这些年来,他始终不曾放弃坐享齐人之福,一次次的试探她,驯服她。
这一回更是带着两个女人来试探她的底线,她不是傻子,自然看得出,他到底想做什么。
他想要让她接受与别的女人一起伺候他。
这一回,她彻底断情绝爱念想。
再熬十年,就能离开了,她不想再陪他玩驯服的把戏。
驿站内,胤禛心不在焉听着吉氏唱着小曲儿。
方才那人与苏培盛压低声音的对话,他全都听在耳中。
此时吉格格轻旋莲步,婀娜起舞,媚眼如丝朝王爷靠近。
今晚她务必要得到王爷的宠幸,顺利怀上子嗣。
轻解罗衫,曼妙。胴。体。

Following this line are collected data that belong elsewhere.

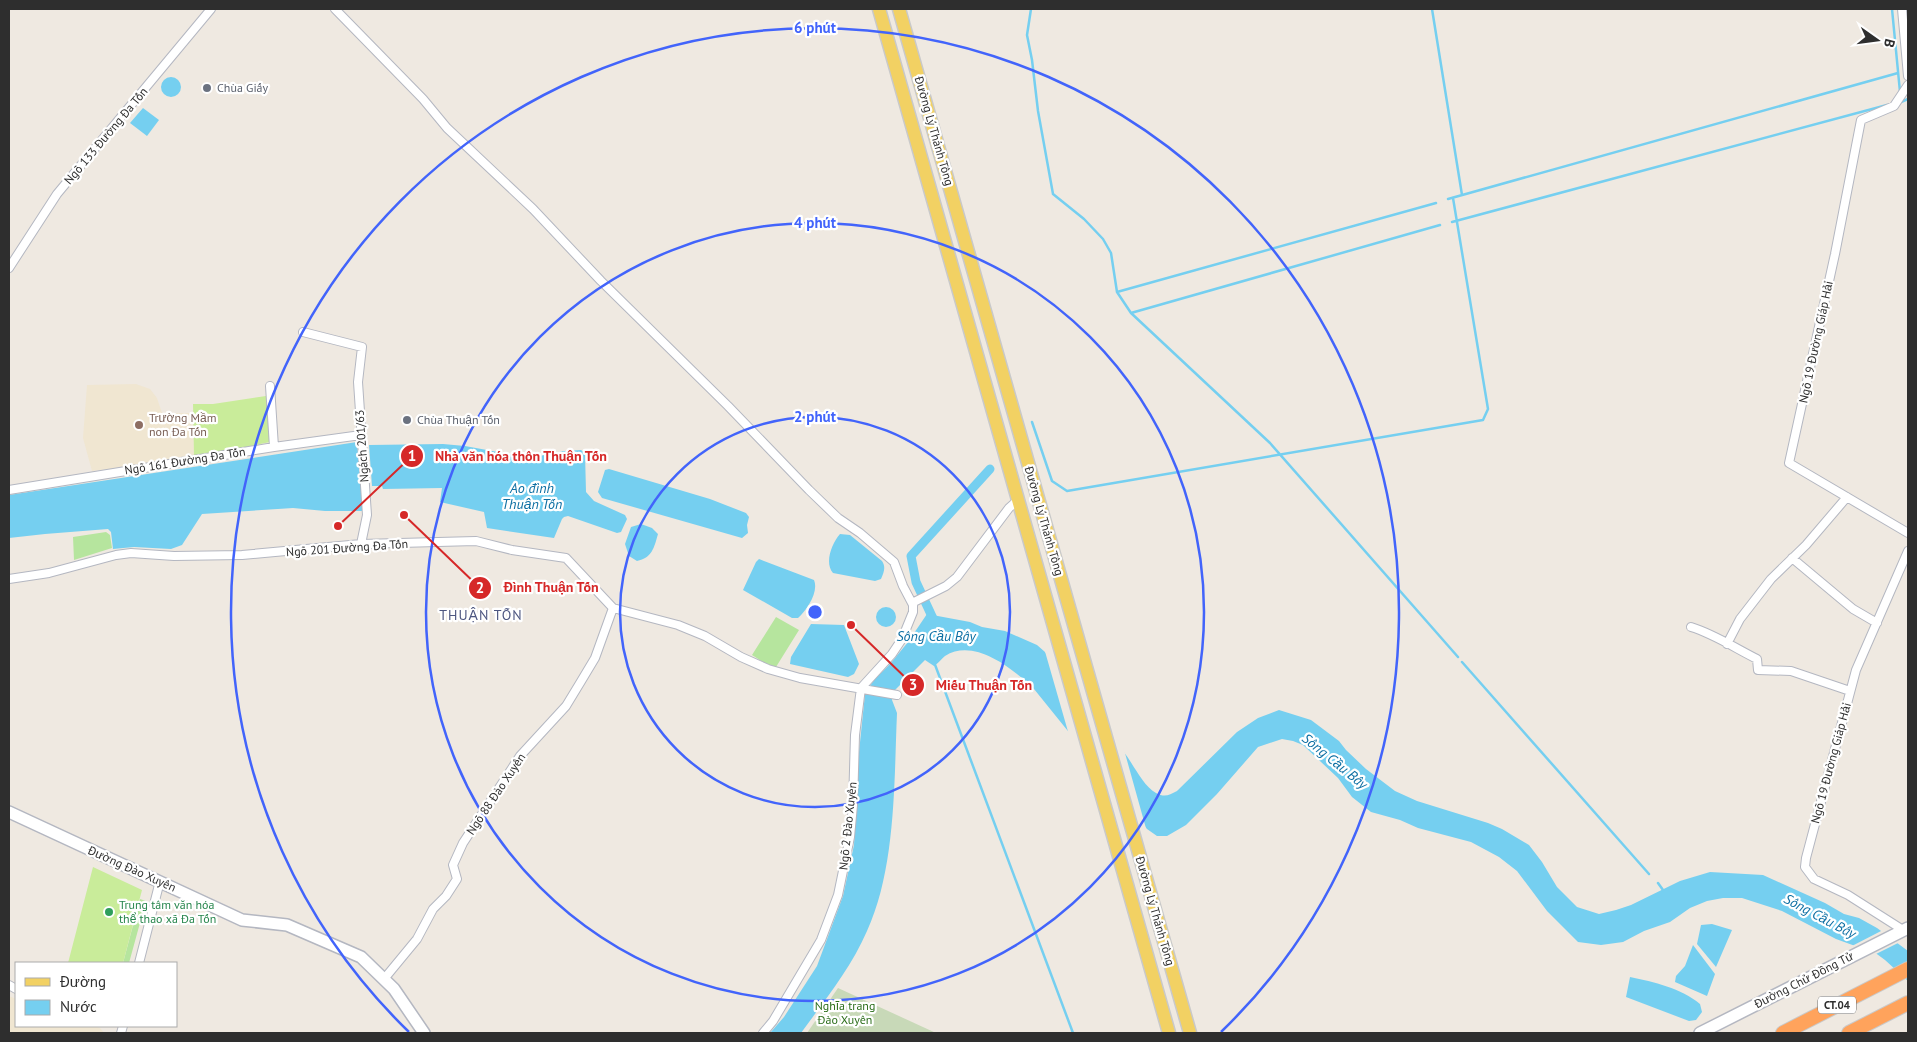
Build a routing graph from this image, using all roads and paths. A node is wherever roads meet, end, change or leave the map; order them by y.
1 (210, 9) edge
2 (335, 9) edge
3 (879, 9) edge
4 (899, 9) edge
5 (1902, 9) edge
6 (1908, 76) edge
7 (1908, 85) edge
8 (9, 268) edge
9 (302, 332) dead end
10 (270, 386) dead end
11 (362, 435) junction
12 (274, 447) junction
13 (1031, 472) junction
14 (1012, 478) junction
15 (9, 490) edge
16 (1847, 497) junction
17 (1018, 500) junction
18 (1908, 534) edge
19 (361, 544) junction
20 (1908, 551) edge
21 (1792, 558) junction
22 (9, 579) edge
23 (915, 602) junction
24 (613, 608) junction
25 (1877, 623) junction
26 (1691, 627) dead end
27 (1727, 644) junction
28 (863, 689) junction
29 (1850, 691) junction
30 (896, 695) dead end
31 (9, 812) edge
32 (160, 881) junction
33 (1903, 932) edge
34 (139, 962) edge
35 (1908, 969) edge
36 (384, 979) junction
37 (1175, 981) junction
38 (1156, 987) junction
39 (1908, 1004) edge
40 (424, 1033) edge
41 (763, 1033) edge
42 (1169, 1033) edge
43 (1190, 1033) edge
44 (1700, 1033) edge
45 (1783, 1033) edge
46 (1849, 1033) edge

1 - 8 street, Ngõ 133 Đường Đa Tốn
2 - 23 street
3 - 14 main road, Đường Lý Thánh Tông
4 - 13 main road, Đường Lý Thánh Tông
5 - 6 street
7 - 16 street, Ngõ 19 Đường Giáp Hải
9 - 11 street, Ngách 201/63
10 - 12 street
11 - 12 street, Ngõ 161 Đường Đa Tốn
11 - 19 street, Ngách 201/63
12 - 15 street, Ngõ 161 Đường Đa Tốn
13 - 14 main road
13 - 37 main road, Đường Lý Thánh Tông
14 - 17 main road, Đường Lý Thánh Tông
16 - 18 street, Ngõ 19 Đường Giáp Hải
16 - 21 street
17 - 23 street
17 - 38 main road, Đường Lý Thánh Tông
19 - 22 street, Ngõ 201 Đường Đa Tốn
19 - 24 street, Ngõ 201 Đường Đa Tốn
20 - 25 street, Ngõ 19 Đường Giáp Hải
21 - 25 street
21 - 27 street
23 - 28 street
24 - 28 street
24 - 36 street, Ngõ 88 Đào Xuyên
25 - 29 street, Ngõ 19 Đường Giáp Hải
26 - 27 street
27 - 29 street
28 - 30 street
28 - 41 street, Ngõ 2 Đào Xuyên
29 - 33 street, Ngõ 19 Đường Giáp Hải
31 - 32 street, Đường Đào Xuyên
32 - 34 street
32 - 36 street, Đường Đào Xuyên
33 - 44 street, Đường Chử Đồng Tử
35 - 45 highway, CT.04
36 - 40 street, Đường Đào Xuyên
37 - 38 main road
37 - 43 main road, Đường Lý Thánh Tông
38 - 42 main road, Đường Lý Thánh Tông
39 - 46 highway, CT.04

展露。
胤禛正垂眸假寐,倏而察觉到怀中一沉。
抬眸间,竟是无边旖旎春色。
“王爷,奴才伺候您就寝可好?”
胤禛心不在焉垂眸:“可。”
守在门外的苏培盛听见爷那个沉闷的可字,差点喜极而泣。
太好了,爷终于从暗六那烂泥滩里全身而退了。
苏培盛激动搓手,支着耳朵偷听屋内的动静。
不得不说,吉格格还挺会来事儿的,听着她那一声声让人肝颤的叫唤,他一个太监都觉骨头发酥。
只是..完了!苏培盛一口银牙咬碎。
这吉格格还真是聪明反被聪明误,学谁不好,偏要去学暗六的声调。
完了!苏培盛忍不住愁眉苦脸摇头。
床榻上,吉氏羞红脸,学着前几日暗六侍寝时候那羞耻的声响,在王爷怀里扭着腰肢。
王爷的外袍已然褪去,她正含羞带怯,伸手脱寝衣,忽然听到一声冷哼。
“王爷,奴才伺候您..呜...”
吉氏不知为何王爷忽然发难,还是下死手,脖子一歪,她脸上还带着娇媚笑容,脖颈儿却被拧断。